_Work request_.
A bare number is the only acceptable answer: how many lines of these entries include "Upper"?

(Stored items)
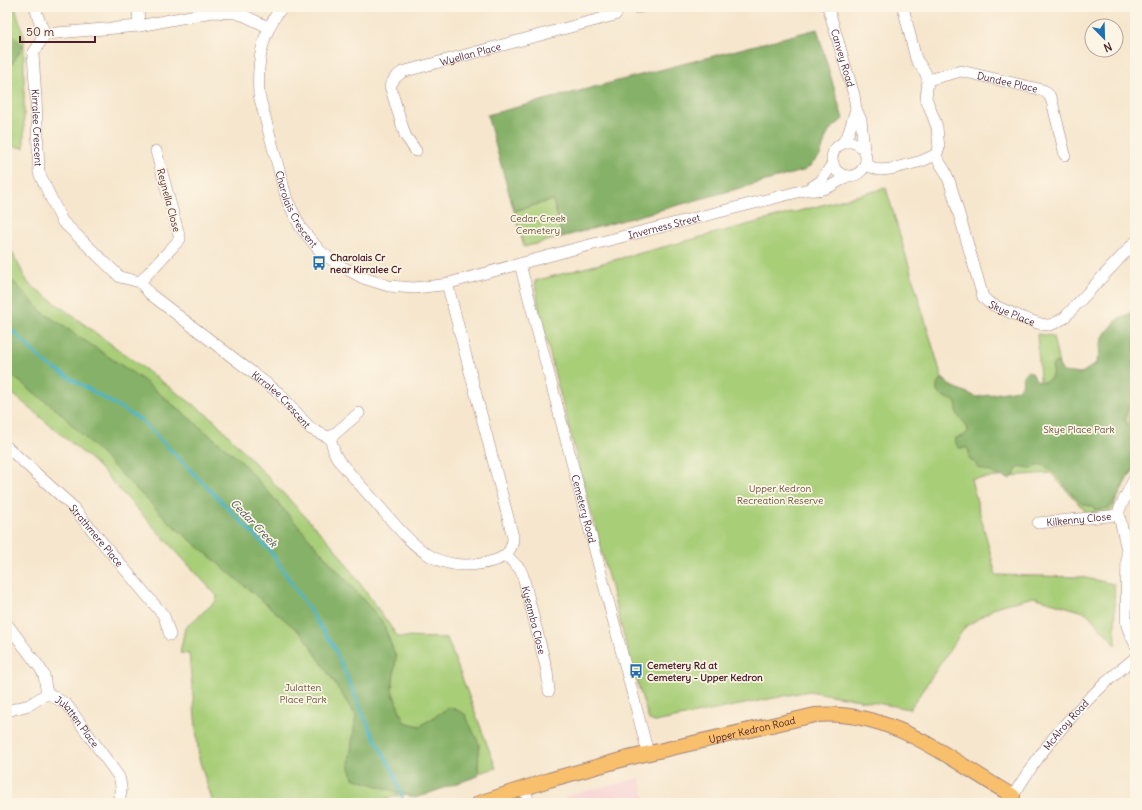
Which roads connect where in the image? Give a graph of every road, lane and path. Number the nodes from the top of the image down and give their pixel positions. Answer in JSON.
{"nodes":[{"id":1,"x":35,"y":7,"type":"edge"},
{"id":2,"x":138,"y":7,"type":"edge"},
{"id":3,"x":282,"y":7,"type":"edge"},
{"id":4,"x":620,"y":7,"type":"edge"},
{"id":5,"x":634,"y":7,"type":"edge"},
{"id":6,"x":642,"y":7,"type":"edge"},
{"id":7,"x":828,"y":7,"type":"edge"},
{"id":8,"x":903,"y":7,"type":"edge"},
{"id":9,"x":139,"y":26,"type":"junction"},
{"id":10,"x":268,"y":27,"type":"junction"},
{"id":11,"x":45,"y":34,"type":"junction"},
{"id":12,"x":928,"y":80,"type":"junction"},
{"id":13,"x":856,"y":109,"type":"junction"},
{"id":14,"x":842,"y":144,"type":"junction"},
{"id":15,"x":864,"y":150,"type":"junction"},
{"id":16,"x":156,"y":151,"type":"dead end"},
{"id":17,"x":416,"y":151,"type":"dead end"},
{"id":18,"x":935,"y":155,"type":"junction"},
{"id":19,"x":1065,"y":155,"type":"dead end"},
{"id":20,"x":833,"y":163,"type":"junction"},
{"id":21,"x":865,"y":165,"type":"junction"},
{"id":22,"x":847,"y":176,"type":"junction"},
{"id":23,"x":809,"y":190,"type":"junction"},
{"id":24,"x":1135,"y":242,"type":"edge"},
{"id":25,"x":520,"y":264,"type":"junction"},
{"id":26,"x":140,"y":282,"type":"junction"},
{"id":27,"x":447,"y":283,"type":"junction"},
{"id":28,"x":358,"y":413,"type":"dead end"},
{"id":29,"x":330,"y":438,"type":"junction"},
{"id":30,"x":7,"y":447,"type":"edge"},
{"id":31,"x":1135,"y":477,"type":"edge"},
{"id":32,"x":1119,"y":515,"type":"junction"},
{"id":33,"x":1038,"y":523,"type":"dead end"},
{"id":34,"x":506,"y":555,"type":"junction"},
{"id":35,"x":7,"y":624,"type":"edge"},
{"id":36,"x":170,"y":635,"type":"dead end"},
{"id":37,"x":1135,"y":644,"type":"edge"},
{"id":38,"x":1135,"y":658,"type":"edge"},
{"id":39,"x":549,"y":691,"type":"dead end"},
{"id":40,"x":48,"y":693,"type":"junction"},
{"id":41,"x":7,"y":711,"type":"edge"},
{"id":42,"x":648,"y":753,"type":"junction"},
{"id":43,"x":524,"y":787,"type":"junction"},
{"id":44,"x":1011,"y":799,"type":"edge"},
{"id":45,"x":115,"y":803,"type":"edge"},
{"id":46,"x":478,"y":803,"type":"edge"},
{"id":47,"x":529,"y":803,"type":"edge"}],
"edges":[{"from":1,"to":11,"type":"street"},
{"from":2,"to":9,"type":"street"},
{"from":3,"to":10,"type":"street","name":"Charolais Crescent"},
{"from":4,"to":17,"type":"street","name":"Wyellan Place"},
{"from":5,"to":6,"type":"street"},
{"from":7,"to":13,"type":"street","name":"Canvey Road"},
{"from":8,"to":12,"type":"street"},
{"from":9,"to":10,"type":"street"},
{"from":9,"to":11,"type":"street"},
{"from":10,"to":27,"type":"street","name":"Charolais Crescent"},
{"from":11,"to":26,"type":"street","name":"Kirralee Crescent"},
{"from":12,"to":18,"type":"street"},
{"from":12,"to":19,"type":"street","name":"Dundee Place"},
{"from":13,"to":14,"type":"street"},
{"from":13,"to":15,"type":"street","name":"Canvey Road"},
{"from":14,"to":15,"type":"street"},
{"from":14,"to":20,"type":"street"},
{"from":15,"to":21,"type":"street"},
{"from":16,"to":26,"type":"street","name":"Reynella Close"},
{"from":18,"to":21,"type":"street"},
{"from":18,"to":24,"type":"street","name":"Skye Place"},
{"from":20,"to":22,"type":"street"},
{"from":20,"to":23,"type":"street","name":"Inverness Street"},
{"from":21,"to":22,"type":"street"},
{"from":22,"to":23,"type":"street","name":"Inverness Street"},
{"from":23,"to":25,"type":"street","name":"Inverness Street"},
{"from":25,"to":27,"type":"street","name":"Charolais Crescent"},
{"from":25,"to":42,"type":"street","name":"Cemetery Road"},
{"from":26,"to":29,"type":"street","name":"Kirralee Crescent"},
{"from":27,"to":34,"type":"street"},
{"from":28,"to":29,"type":"street"},
{"from":29,"to":34,"type":"street"},
{"from":30,"to":36,"type":"street","name":"Strathmere Place"},
{"from":31,"to":32,"type":"street"},
{"from":32,"to":33,"type":"street","name":"Kilkenny Close"},
{"from":32,"to":37,"type":"street"},
{"from":34,"to":39,"type":"street","name":"Kyeamba Close"},
{"from":35,"to":40,"type":"street","name":"Julatten Place"},
{"from":38,"to":44,"type":"street","name":"McAlroy Road"},
{"from":40,"to":41,"type":"street"},
{"from":40,"to":45,"type":"street","name":"Julatten Place"},
{"from":42,"to":43,"type":"main road","name":"Upper Kedron Road"},
{"from":42,"to":44,"type":"main road","name":"Upper Kedron Road"},
{"from":43,"to":46,"type":"main road","name":"Upper Kedron Road"},
{"from":43,"to":47,"type":"street"}]}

_Expected answer_.
3